Manufacturing in China – Pulling Back the Veil, Part 4
This is Part 4 of a 10 part series called “Pulling Back the Veil” that aims to answer the basic question “how do I manufacture my product in China”? These articles are primarily step-by-step instructions and directly applicable information about manufacturing in China. To see the other “Pulling Back the Veil” Articles, click the “Pulling Back the Veil Link” under the categories section to the right.
In order to get a valid quote, you are going to need to let the factory know what you want to make. The more detailed your information (and your ability to convey it) is, the more likely it is that you will get a quote that is reflective of the actual price and receive a product that is made to the quality level you expect. This is no easy feat, and there is a bit of a catch 22 here, but at the end of the day it is best if you can provide drawings (preferably 3D), a Bill of Materials (BOM), specifications, and a prototype. Before sharing this information, be sure you have a strategy for protecting your intellectual property. There are a number of ways to arrive at your final design and depending on your abilities and focus you will probably take a different path than the next importer, but when it comes to transferring the information for quotes and manufacturing, these are the common, and efficient, methods of communication. I’ll focus on how to get the drawings made in this article and write a separate article for the BOM and specifications.

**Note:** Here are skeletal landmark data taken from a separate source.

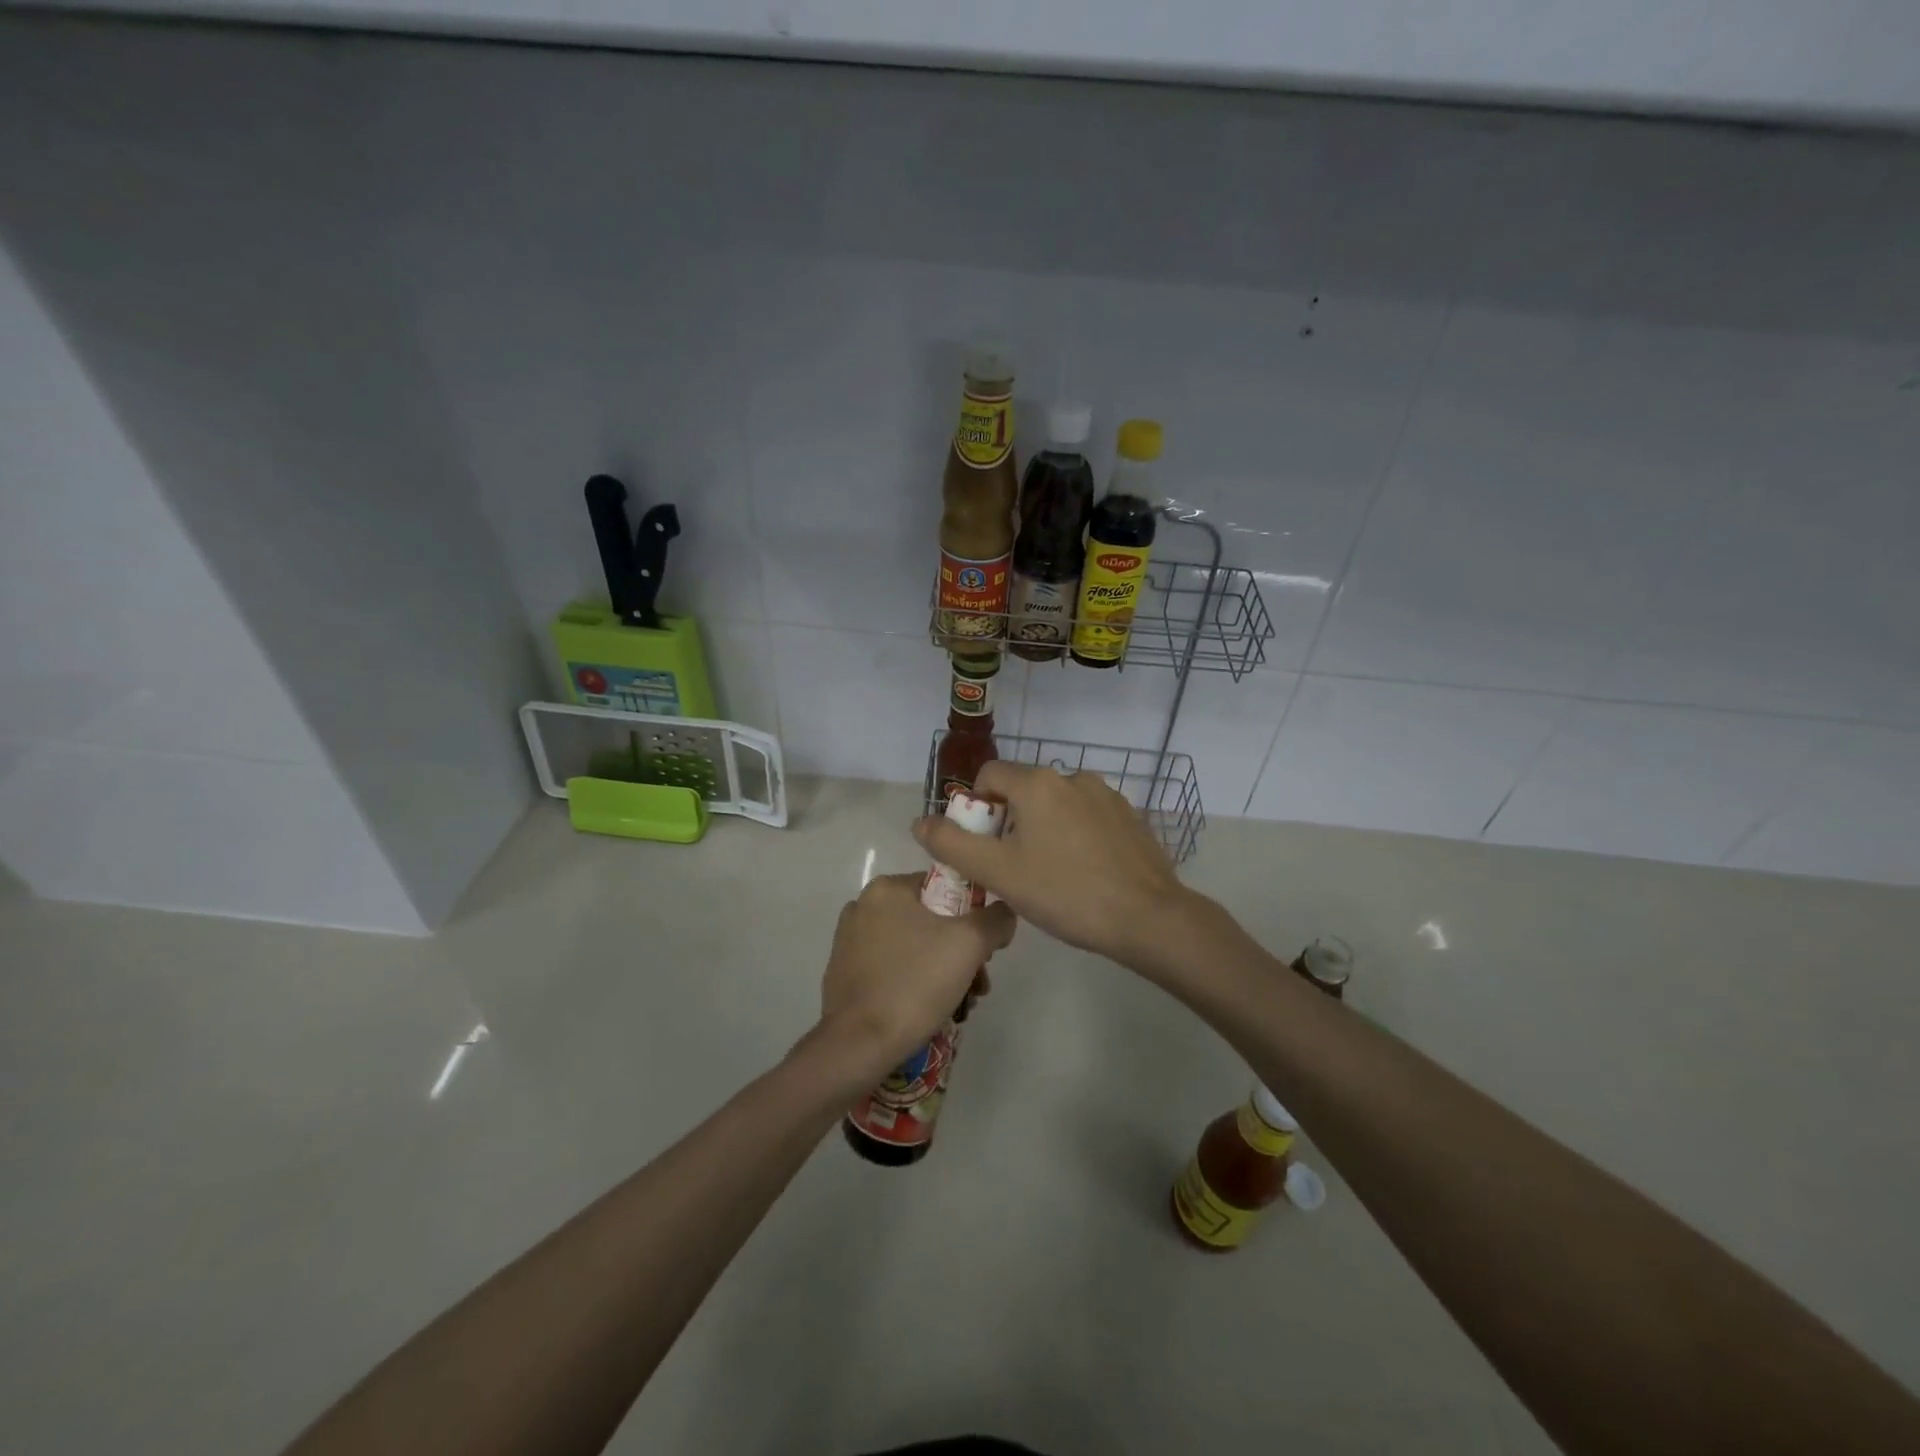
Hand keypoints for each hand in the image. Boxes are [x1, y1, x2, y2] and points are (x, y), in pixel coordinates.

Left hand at [816, 873, 1016, 1084]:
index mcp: (886, 889)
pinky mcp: (845, 975)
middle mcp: (863, 908)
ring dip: (943, 973)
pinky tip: (932, 1013)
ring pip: (914, 948)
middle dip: (961, 954)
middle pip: (931, 922)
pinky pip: (893, 970)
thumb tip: (1002, 913)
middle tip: (977, 986)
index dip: (974, 917)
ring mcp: (850, 942)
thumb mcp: (970, 943)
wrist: (859, 1045)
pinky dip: (916, 985)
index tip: (985, 952)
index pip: (945, 889)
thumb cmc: (915, 983)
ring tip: (961, 1006)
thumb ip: (995, 919)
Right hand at [912, 760, 1190, 968]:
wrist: (1148, 918)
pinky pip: (1087, 818)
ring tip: (1050, 875)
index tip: (984, 848)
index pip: (989, 775)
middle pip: (1023, 790)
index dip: (976, 809)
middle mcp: (1073, 777)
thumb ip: (951, 844)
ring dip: (1043, 830)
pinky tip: (1084, 874)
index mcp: (1038, 782)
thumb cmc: (1065, 892)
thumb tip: (920, 821)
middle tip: (1013, 869)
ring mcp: (1107, 795)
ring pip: (1056, 805)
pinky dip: (1075, 837)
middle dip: (1009, 823)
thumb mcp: (998, 872)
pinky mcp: (1130, 817)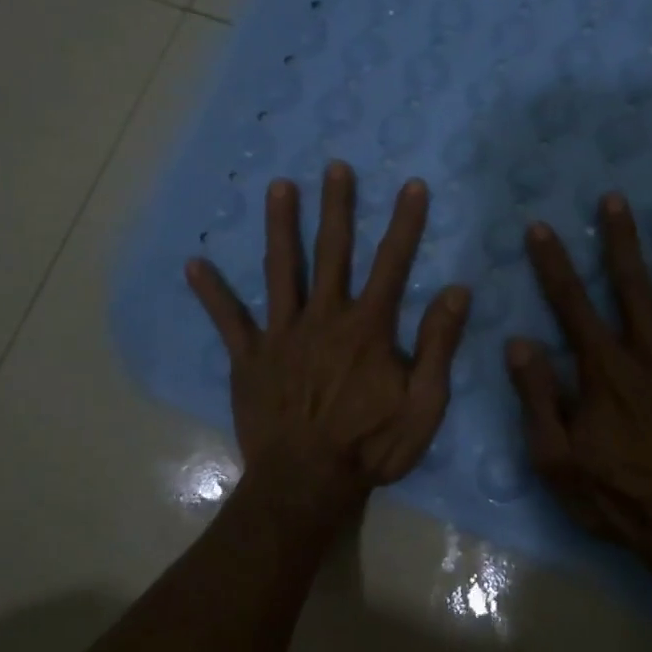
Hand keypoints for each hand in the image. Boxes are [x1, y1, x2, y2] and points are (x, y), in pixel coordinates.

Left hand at [187, 162, 469, 521]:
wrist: (307, 484)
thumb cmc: (370, 446)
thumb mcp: (424, 403)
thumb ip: (438, 344)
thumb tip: (457, 290)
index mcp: (368, 327)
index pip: (392, 264)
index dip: (405, 223)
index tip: (413, 186)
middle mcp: (324, 317)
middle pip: (332, 252)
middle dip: (337, 207)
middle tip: (335, 166)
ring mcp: (282, 335)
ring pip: (281, 270)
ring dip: (280, 226)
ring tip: (278, 187)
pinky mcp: (249, 358)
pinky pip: (229, 320)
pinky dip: (212, 293)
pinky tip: (193, 265)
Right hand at [506, 194, 651, 587]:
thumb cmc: (621, 500)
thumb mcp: (558, 461)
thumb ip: (538, 398)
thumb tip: (519, 342)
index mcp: (606, 371)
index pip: (572, 305)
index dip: (553, 264)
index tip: (541, 227)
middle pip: (632, 286)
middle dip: (620, 240)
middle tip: (615, 197)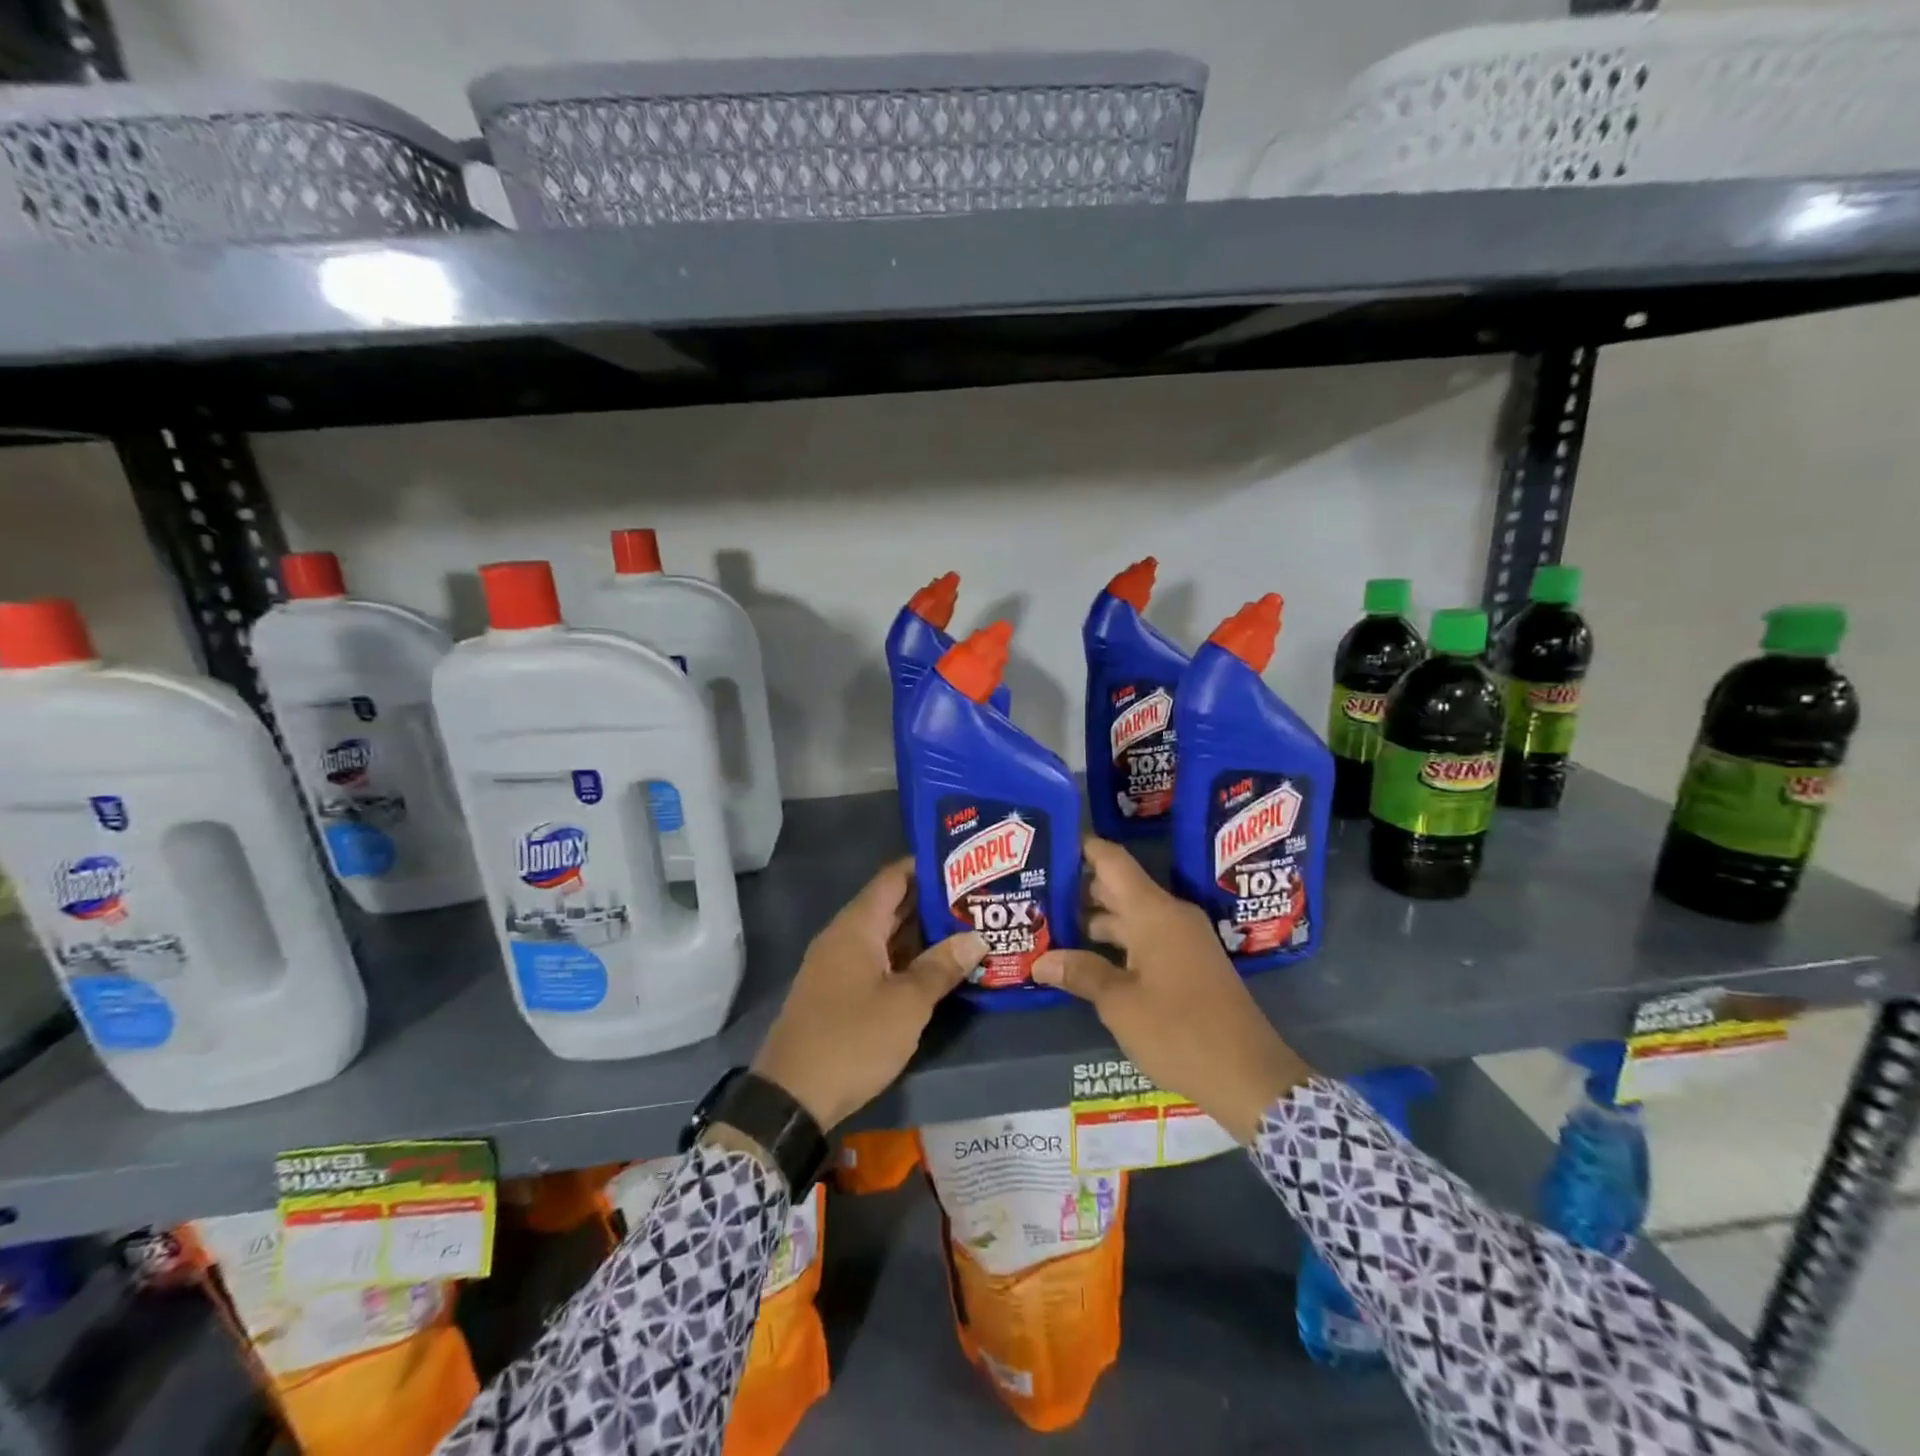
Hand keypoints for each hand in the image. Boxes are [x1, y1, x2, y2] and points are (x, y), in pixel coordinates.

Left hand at [751, 858, 985, 1131]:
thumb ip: (941, 967)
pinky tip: (937, 967)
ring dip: (922, 934)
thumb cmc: (852, 1039)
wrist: (791, 1097)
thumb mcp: (906, 1004)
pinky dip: (906, 958)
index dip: (928, 867)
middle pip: (892, 905)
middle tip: (977, 898)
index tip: (966, 865)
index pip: (894, 877)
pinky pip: (878, 961)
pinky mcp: (838, 992)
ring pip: (886, 936)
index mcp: (856, 926)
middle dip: (933, 902)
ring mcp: (839, 965)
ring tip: (968, 928)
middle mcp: (844, 936)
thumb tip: (976, 938)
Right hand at [1033, 837, 1310, 1142]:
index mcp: (1154, 912)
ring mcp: (1183, 940)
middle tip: (1034, 892)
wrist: (1250, 1077)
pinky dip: (1116, 943)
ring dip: (1093, 920)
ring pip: (1131, 916)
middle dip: (1077, 889)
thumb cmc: (1180, 1031)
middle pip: (1118, 888)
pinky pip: (1145, 938)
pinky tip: (1086, 959)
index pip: (1112, 861)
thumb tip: (1041, 961)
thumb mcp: (1120, 1004)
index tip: (1047, 843)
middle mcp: (1170, 916)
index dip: (1081, 847)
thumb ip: (1080, 974)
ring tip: (1049, 926)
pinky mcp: (1189, 964)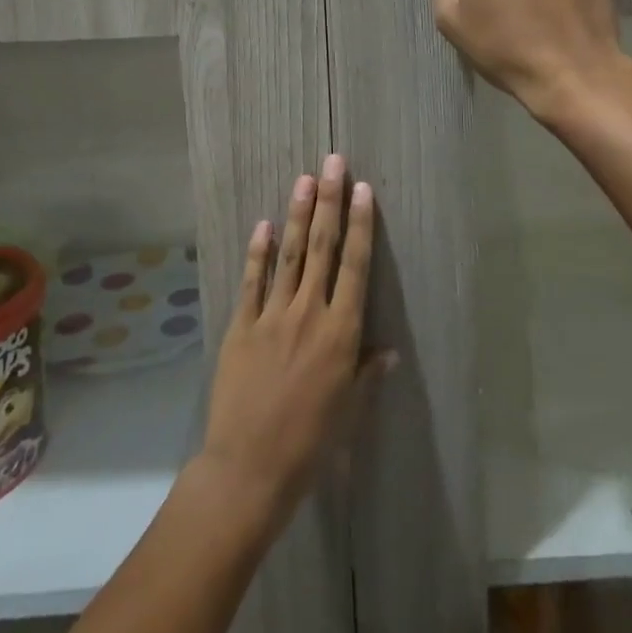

For some products, drawings are essential as they define the part. This is true of any plastic or metal component as the drawings are used to make the tooling. For other products, you may be able to get away with not having drawings initially like cut-and-sew products like clothing or dog harnesses. There are a few common programs used to make most product design drawings these days: Inventor, Solidworks, ProEngineer, and AutoCad. Most likely, you aren’t familiar with how to use these programs and learning them is a long project by itself (not to mention the engineering behind the creation of the design), so you need to find somebody who can, like a product design engineer.
Designers – Costs and Services
In the states, design costs range between $50-$400 per hour and depending on the complexity of the design and how much you are able to define the product without the engineer’s input, a typical product can run between $2000-$300,000 for a complete design (and much more for complicated products such as appliances with moving parts, high-tech electronics…).
There is always a balance between aesthetics, manufacturability, durability, cost of materials, shipping efficiency, environmental-friendliness and many other aspects and, in theory, the more you pay, the more the designer should be able to find a better balance between these aspects that results ultimately in a better bottom line. One thing to be aware of is that some designers give artificially low design prices in order to get bids so that they can “help” you find a manufacturer. They then add a premium to the quote that they get from the manufacturer and make their money that way. If your designer is “helping” you find manufacturers, then they should be willing to connect you directly. If they are not making money from the transaction, it will be in their interest to pass the project along to the next stage at that point to cut down their workload. For less expensive options, designers can take your idea and convert them into drawings without providing much design support. If there is something wrong with your design, they may mention it, but you will likely need to pay for their service to make it a better design.
The cheapest option is to have your designs made overseas, but note that I use the word “cheapest” and not “least expensive” for a reason. It is very difficult to find good design engineering overseas. Some of the problems are associated with the lack of innovation from sociological perspectives, but there are others as well. To date, the US still has the highest caliber of undergraduate and graduate programs in engineering. Many of the best and brightest from other countries still flock to the US to get educated and many of them stay when they are done. If you are selling to a US market, you need someone who understands the US customer. There are a lot of cultural aspects that go into what design will sell well or not, or what is important about a design and somebody who has never been to the US will not be able to think like a US customer to understand what those aspects are.
Now that I’ve totally debunked engineering in China, let me offer you our services! As a company, we are focused on manufacturing, but in some cases our customers simply can’t afford domestic design costs. There are certainly products that I will not have our engineers work on, but sometimes a customer has a good idea, a prototype and just needs to get some drawings made so that we can make get going on the tooling. In these cases, our services, or other overseas engineering services, can be very valuable. If the engineer is simply making drawings from a prototype or simple concept, measuring the dimensions and putting them to file, then they don’t need an understanding of the US customer. The pricing is a fraction of local costs, but, if you can afford it, and if you need anything more than basic services, my suggestion is to go with a domestic engineer.